Start of RECORDS FOR PROCESSING
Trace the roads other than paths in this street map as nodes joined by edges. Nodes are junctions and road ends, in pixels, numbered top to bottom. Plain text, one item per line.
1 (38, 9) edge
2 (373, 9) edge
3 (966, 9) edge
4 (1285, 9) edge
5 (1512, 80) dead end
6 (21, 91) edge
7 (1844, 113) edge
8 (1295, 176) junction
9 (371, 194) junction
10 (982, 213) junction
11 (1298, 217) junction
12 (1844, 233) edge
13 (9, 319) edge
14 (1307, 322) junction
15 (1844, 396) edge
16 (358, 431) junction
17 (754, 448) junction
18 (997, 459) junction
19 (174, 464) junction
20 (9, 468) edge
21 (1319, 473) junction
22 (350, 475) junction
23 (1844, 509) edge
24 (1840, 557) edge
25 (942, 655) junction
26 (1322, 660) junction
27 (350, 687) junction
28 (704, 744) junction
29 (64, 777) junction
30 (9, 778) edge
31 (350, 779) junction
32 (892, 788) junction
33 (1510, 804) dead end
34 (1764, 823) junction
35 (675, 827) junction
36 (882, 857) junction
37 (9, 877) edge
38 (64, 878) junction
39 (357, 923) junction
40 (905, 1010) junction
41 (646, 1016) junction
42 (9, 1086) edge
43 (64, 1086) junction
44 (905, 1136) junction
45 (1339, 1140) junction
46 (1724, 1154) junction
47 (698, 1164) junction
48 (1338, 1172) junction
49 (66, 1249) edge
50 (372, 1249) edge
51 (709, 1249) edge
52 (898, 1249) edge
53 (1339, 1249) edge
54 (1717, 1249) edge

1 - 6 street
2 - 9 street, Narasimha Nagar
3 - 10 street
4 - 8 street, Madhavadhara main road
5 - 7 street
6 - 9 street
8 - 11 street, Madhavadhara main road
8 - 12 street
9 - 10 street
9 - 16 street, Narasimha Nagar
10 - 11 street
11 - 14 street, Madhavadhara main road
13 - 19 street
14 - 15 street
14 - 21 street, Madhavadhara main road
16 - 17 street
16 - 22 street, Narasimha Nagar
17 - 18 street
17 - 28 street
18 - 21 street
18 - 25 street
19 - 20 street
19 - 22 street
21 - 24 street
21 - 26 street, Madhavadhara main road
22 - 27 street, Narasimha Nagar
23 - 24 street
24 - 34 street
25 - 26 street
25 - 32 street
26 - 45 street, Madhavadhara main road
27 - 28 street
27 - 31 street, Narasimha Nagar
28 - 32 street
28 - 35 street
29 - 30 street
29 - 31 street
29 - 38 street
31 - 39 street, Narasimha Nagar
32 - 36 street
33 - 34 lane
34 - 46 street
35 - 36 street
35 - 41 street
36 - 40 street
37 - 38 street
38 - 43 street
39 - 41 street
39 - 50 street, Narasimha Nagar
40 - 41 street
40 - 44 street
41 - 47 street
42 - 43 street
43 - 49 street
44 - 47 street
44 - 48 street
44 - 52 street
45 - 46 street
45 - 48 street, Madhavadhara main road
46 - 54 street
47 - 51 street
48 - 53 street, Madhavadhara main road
End of RECORDS FOR PROCESSING
*DESCRIPTION OF THE TASK*: From the entries, report every line in which the string "Narasimha" occurs.

*SOLUTION*:
2 - 9 street, Narasimha Nagar
9 - 16 street, Narasimha Nagar
16 - 22 street, Narasimha Nagar
22 - 27 street, Narasimha Nagar
27 - 31 street, Narasimha Nagar
31 - 39 street, Narasimha Nagar
39 - 50 street, Narasimha Nagar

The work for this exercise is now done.